What I think this means is the cases are a mixture of different exposure risk groups and different outcome risk factors. It seems likely that the secondary cases represent the likely disease outcome in the general population better than the primary cases. Indeed for secondary cases that do have known existing comorbidity, the outcome is poorer with 14 dead out of 20 (only one HCW is included in this group but that probably reflects that working HCWs are likely to be younger and healthy).
The first thing to consider is that HCW are obviously the most likely to be in contact with severely infected individuals and are clearly at high risk of infection. Severe cases may be shedding viruses at higher rates than mild or asymptomatic cases that are controlling the viruses better. Individuals with existing medical conditions may be more likely to be infected or may be more likely to have a severe outcome and thus be counted. Thus far, all mild and asymptomatic cases have been found by through contact with a known case. Thus primary cases are biased towards being severe and secondary cases are probably more representative of the likely outcome for an average person. However, HCWs are going to consist of working-age adults without severe existing morbidity.

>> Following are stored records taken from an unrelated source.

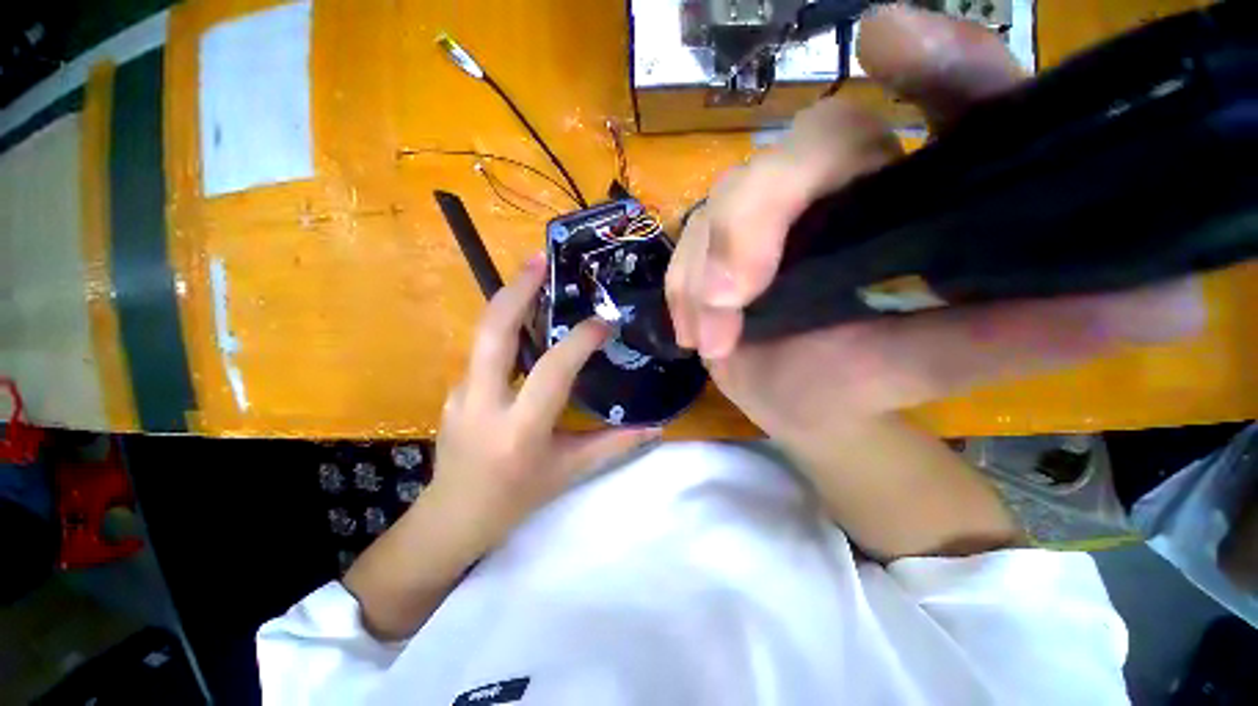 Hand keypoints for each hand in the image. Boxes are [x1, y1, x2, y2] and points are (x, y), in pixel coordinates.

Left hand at [429, 254, 659, 551]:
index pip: (552, 371)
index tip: (602, 322)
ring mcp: (461, 394)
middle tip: (539, 260)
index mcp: (520, 429)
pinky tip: (526, 324)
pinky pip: (484, 352)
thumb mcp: (569, 471)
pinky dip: (505, 329)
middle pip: (494, 334)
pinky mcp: (455, 391)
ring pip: (483, 336)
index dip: (579, 341)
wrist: (453, 517)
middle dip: (516, 291)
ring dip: (508, 302)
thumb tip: (656, 428)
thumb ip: (614, 445)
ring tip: (533, 276)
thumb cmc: (516, 498)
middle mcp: (484, 404)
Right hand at [665, 5, 1204, 441]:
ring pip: (722, 204)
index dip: (928, 61)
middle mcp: (836, 187)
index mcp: (913, 192)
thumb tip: (1174, 301)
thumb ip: (1036, 331)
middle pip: (791, 154)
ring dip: (706, 269)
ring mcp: (765, 219)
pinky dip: (683, 288)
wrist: (802, 408)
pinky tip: (694, 331)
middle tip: (737, 293)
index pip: (940, 98)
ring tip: (713, 335)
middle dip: (754, 221)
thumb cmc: (868, 387)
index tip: (889, 42)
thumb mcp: (946, 361)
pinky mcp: (717, 251)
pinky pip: (688, 250) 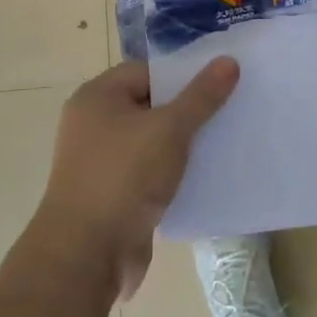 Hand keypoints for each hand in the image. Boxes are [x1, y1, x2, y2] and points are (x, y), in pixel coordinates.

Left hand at [34, 57, 238, 298]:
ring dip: (180, 146)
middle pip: (149, 106)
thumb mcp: (170, 129)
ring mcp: (100, 163)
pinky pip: (147, 174)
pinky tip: (202, 178)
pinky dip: (170, 175)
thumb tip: (229, 61)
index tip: (218, 86)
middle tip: (226, 113)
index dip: (181, 77)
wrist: (87, 254)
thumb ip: (201, 96)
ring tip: (221, 144)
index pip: (146, 72)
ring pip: (150, 143)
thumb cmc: (124, 176)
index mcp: (97, 98)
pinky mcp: (111, 196)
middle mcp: (93, 125)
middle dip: (186, 111) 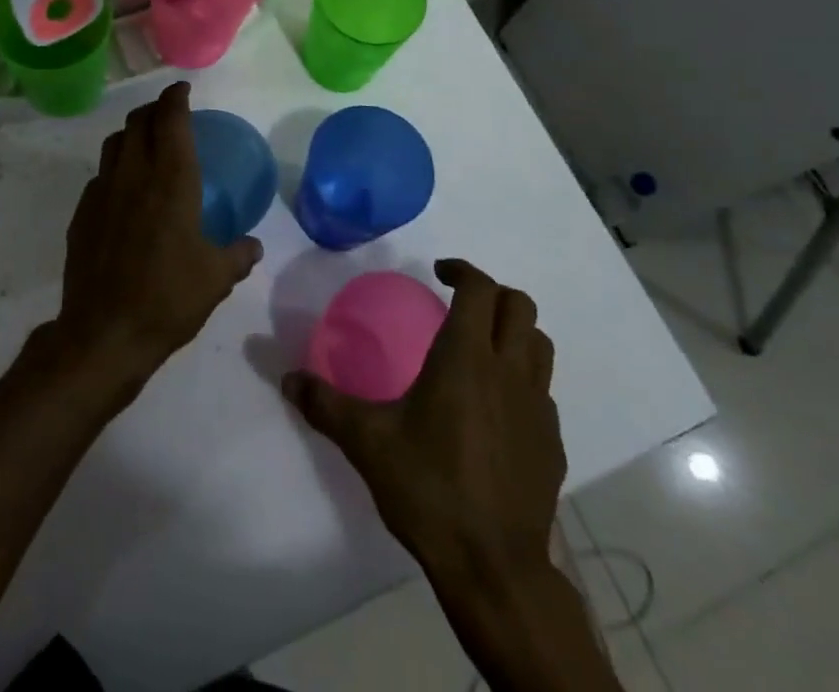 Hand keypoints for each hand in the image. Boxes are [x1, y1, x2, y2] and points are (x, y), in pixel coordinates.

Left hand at [54, 82, 262, 396]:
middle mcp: (134, 175)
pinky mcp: (82, 214)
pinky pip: (100, 177)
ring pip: (114, 144)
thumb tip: (253, 245)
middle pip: (138, 122)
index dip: (175, 97)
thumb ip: (238, 255)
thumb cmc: (168, 298)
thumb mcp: (216, 279)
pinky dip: (115, 169)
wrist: (104, 334)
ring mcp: (102, 192)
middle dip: (153, 109)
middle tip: (168, 114)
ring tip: (145, 144)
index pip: (171, 119)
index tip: (182, 90)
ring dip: (131, 134)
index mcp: (171, 180)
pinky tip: (124, 192)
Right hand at [282, 259, 564, 581]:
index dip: (461, 270)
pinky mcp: (552, 443)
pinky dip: (523, 380)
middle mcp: (509, 371)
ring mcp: (538, 408)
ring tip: (482, 347)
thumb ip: (324, 403)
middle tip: (459, 304)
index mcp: (466, 357)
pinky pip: (543, 392)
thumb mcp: (366, 442)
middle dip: (491, 293)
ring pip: (539, 345)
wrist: (494, 567)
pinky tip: (495, 408)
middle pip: (519, 306)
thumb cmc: (429, 489)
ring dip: (514, 332)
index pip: (479, 288)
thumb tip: (286, 378)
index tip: (438, 273) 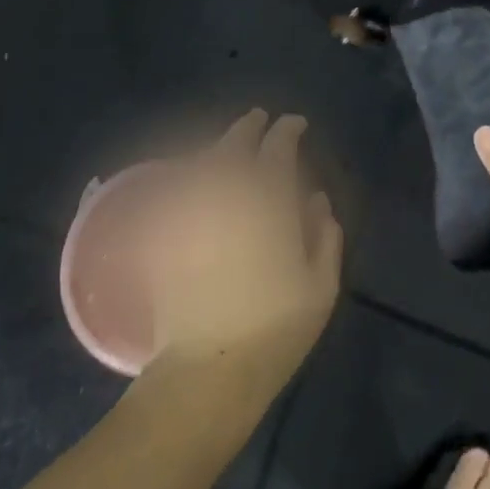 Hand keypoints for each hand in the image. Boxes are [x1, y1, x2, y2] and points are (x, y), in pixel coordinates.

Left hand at [140, 110, 342, 397]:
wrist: (208, 368)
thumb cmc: (276, 328)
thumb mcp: (321, 284)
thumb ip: (323, 234)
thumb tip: (315, 200)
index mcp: (269, 199)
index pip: (278, 147)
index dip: (288, 130)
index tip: (296, 125)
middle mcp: (227, 192)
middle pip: (235, 142)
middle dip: (250, 127)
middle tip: (259, 120)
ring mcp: (191, 208)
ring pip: (203, 158)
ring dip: (220, 145)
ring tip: (230, 145)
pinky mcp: (166, 230)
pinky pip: (177, 187)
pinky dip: (189, 174)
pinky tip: (196, 177) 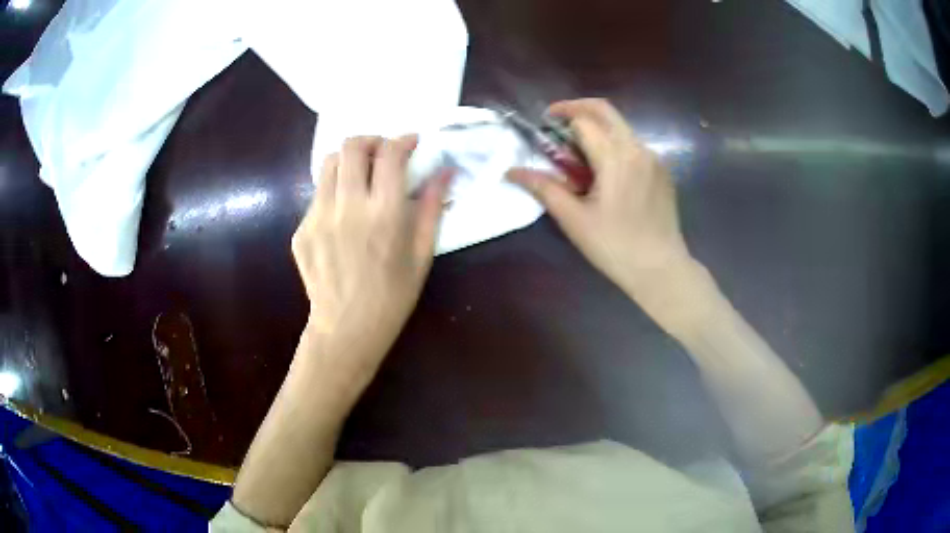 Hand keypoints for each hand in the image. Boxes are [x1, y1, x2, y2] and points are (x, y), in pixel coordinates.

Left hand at [292, 135, 449, 373]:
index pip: (390, 154)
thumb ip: (431, 208)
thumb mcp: (422, 255)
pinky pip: (318, 196)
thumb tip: (446, 171)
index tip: (411, 143)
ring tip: (360, 176)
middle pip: (352, 147)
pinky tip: (343, 216)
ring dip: (348, 160)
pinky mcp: (301, 230)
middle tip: (383, 153)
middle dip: (372, 140)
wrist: (347, 329)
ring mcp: (318, 218)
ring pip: (328, 164)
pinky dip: (334, 192)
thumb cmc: (393, 297)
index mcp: (383, 215)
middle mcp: (347, 208)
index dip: (403, 140)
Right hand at [508, 99, 693, 308]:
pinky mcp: (662, 171)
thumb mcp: (574, 219)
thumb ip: (544, 188)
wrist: (660, 269)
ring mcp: (654, 158)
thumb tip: (511, 171)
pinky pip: (634, 145)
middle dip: (578, 107)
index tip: (544, 125)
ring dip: (597, 128)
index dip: (560, 117)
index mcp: (616, 157)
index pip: (583, 120)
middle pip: (606, 110)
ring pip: (621, 127)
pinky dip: (614, 145)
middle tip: (558, 121)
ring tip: (579, 152)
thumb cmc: (614, 247)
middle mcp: (637, 149)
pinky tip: (605, 171)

Viruses don't tend to infect one gender more than the other but exposure or risk-factor may be be gender-biased. The male bias in the severe primary cases may reflect a bias in the likelihood of having conditions that either confer susceptibility or increase likelihood of severity rather than the male gender being at higher risk. I don't have data for KSA but in many countries the health workforce is female biased with women comprising around 75% [REF]. This is pretty much the gender ratio for HCW MERS cases. The other secondary cases have a more balanced gender ratio. In this case it is not being female or a HCW that is the risk factor but exposure to severe cases and severe cases are in hospitals. In the Al-Hasa outbreak most of the secondary cases were other patients (with a few visitors and HCW as well) showing that having chronic illness and being exposed to severe cases is the worse case.

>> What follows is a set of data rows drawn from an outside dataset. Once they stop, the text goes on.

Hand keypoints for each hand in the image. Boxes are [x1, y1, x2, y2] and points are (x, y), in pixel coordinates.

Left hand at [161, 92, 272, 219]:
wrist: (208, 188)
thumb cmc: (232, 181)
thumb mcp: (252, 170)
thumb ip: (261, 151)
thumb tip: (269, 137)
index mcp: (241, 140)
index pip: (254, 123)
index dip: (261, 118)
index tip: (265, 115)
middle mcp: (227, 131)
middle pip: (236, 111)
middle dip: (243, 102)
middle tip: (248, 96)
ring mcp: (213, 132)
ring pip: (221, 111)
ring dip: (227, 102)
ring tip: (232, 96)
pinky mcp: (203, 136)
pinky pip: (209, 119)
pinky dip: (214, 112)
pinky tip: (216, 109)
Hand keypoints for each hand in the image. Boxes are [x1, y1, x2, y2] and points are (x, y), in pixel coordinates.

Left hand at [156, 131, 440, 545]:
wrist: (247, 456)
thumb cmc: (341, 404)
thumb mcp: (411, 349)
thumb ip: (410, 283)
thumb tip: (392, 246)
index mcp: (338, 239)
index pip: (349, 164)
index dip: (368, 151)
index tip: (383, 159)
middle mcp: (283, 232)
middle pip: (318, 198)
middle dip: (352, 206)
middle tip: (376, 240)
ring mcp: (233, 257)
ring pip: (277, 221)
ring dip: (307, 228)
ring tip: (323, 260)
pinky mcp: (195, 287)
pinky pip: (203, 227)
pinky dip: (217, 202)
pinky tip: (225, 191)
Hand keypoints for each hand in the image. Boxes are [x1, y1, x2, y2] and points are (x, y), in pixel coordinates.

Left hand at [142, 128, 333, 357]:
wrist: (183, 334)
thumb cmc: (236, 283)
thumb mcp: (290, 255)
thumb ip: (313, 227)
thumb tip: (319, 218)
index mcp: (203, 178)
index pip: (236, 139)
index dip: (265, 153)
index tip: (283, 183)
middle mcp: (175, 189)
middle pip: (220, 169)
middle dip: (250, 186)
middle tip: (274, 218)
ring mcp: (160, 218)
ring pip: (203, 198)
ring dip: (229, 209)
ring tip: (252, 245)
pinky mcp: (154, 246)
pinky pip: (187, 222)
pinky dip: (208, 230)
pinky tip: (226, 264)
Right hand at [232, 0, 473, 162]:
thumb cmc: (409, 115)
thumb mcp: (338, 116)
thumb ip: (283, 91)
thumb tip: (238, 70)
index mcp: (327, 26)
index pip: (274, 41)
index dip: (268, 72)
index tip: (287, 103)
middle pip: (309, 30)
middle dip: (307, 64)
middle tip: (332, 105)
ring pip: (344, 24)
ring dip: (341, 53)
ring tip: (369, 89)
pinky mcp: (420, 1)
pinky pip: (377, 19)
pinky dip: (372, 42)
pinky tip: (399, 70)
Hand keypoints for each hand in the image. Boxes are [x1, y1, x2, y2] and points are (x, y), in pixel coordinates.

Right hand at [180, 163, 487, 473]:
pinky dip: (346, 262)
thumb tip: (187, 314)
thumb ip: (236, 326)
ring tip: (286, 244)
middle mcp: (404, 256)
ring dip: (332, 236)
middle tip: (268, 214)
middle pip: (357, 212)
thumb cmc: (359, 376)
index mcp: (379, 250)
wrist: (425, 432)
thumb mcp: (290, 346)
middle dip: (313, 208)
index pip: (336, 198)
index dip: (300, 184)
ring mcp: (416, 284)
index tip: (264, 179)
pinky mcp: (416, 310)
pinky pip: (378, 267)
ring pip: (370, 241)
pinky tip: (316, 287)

It seems unlikely that people with chronic illness have a greater exposure to a source of infection than the wider public so either they are at greater risk of infection per exposure or it is only the severe cases that are being diagnosed and there is a large tail of mild and asymptomatic cases. If the latter then the case fatality rate may be much lower than the 50% currently observed for all patients. Perhaps closer to the 20% observed for secondary cases without comorbidity but even this will be biased against asymptomatic cases.
I am not aware of any definite cases of mild or asymptomatic cases transmitting the virus further. It is possible that such cases have a low probability of onwards transmission.